Au téléphone avec la sécurité du bâtiment C, Markus avait omis le nez cassé. Kalopsia n’aurait pas pu connaître ce détail. Quand bien même, il aurait nié l’avoir remarqué.

Les lèvres pleines, maquillées de rouge de sa supérieure s’étirèrent en un grand sourire.

— Bien, lui dit-elle sur le ton de quelqu’un qui savait déjà tout. Hajar ?

Hopk’ins grogna, mais alors qu’elle se tournait de nouveau en sa direction, il se décolla immédiatement du mur. Markus devina un regard jaune glaçant, un amusement insolent, et son collègue se redressa avec peine sous les yeux scrutateurs, faisant face tête baissée à Kalopsia. A contre-coeur, il articula le «oui» un peu plus audible qu’elle attendait.

— Dans le bureau, ordonna-t-elle.

— Compris.

Hopk’ins avait frémi, mais il fila droit sans un regard en arrière.
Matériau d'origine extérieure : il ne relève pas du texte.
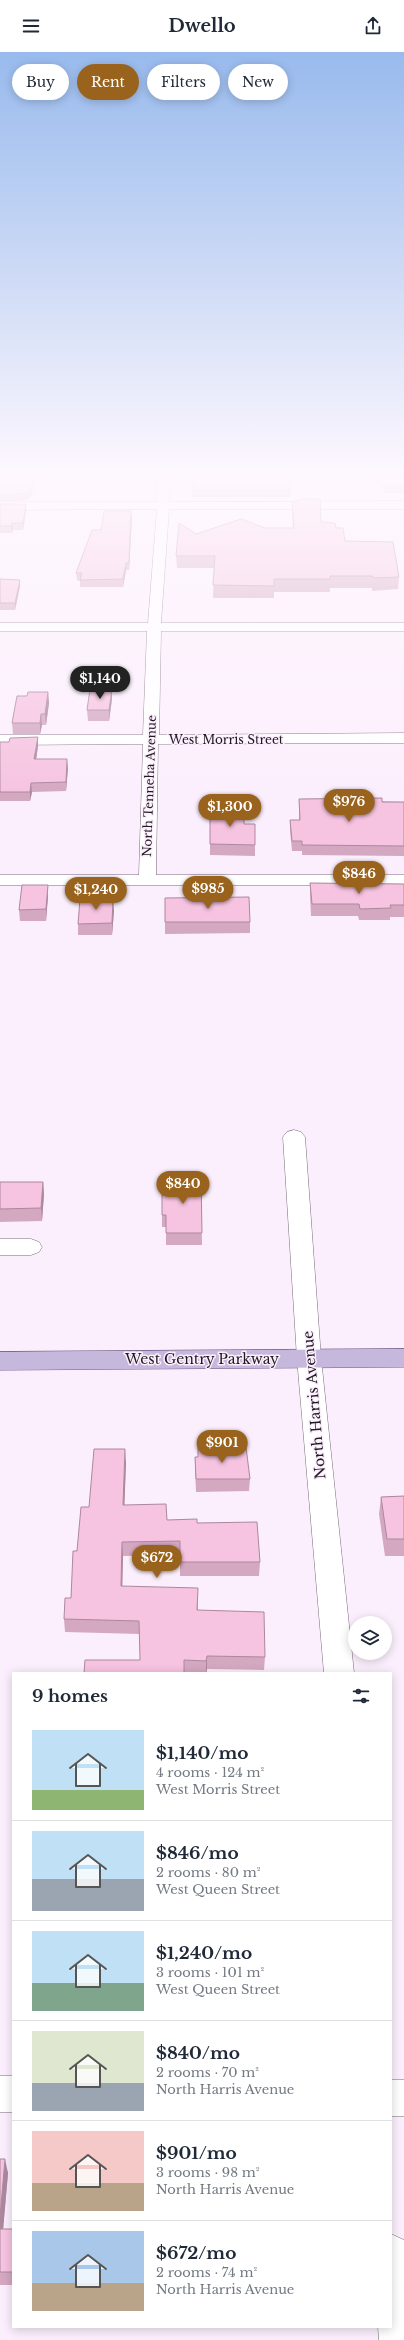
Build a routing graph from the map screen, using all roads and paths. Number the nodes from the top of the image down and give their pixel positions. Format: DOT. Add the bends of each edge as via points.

Le grand blond se décala de l’entrée pour le laisser passer et alla se placer près de Markus.

— Je ne vais pas en avoir pour très longtemps, les garçons, ajouta Kalopsia en s’adressant à eux alors qu’elle rejoignait le bureau à son tour. Soyez sages.

Et sur un dernier sourire, la porte fut refermée avec un claquement de métal sec. Dans le couloir, un silence de mort.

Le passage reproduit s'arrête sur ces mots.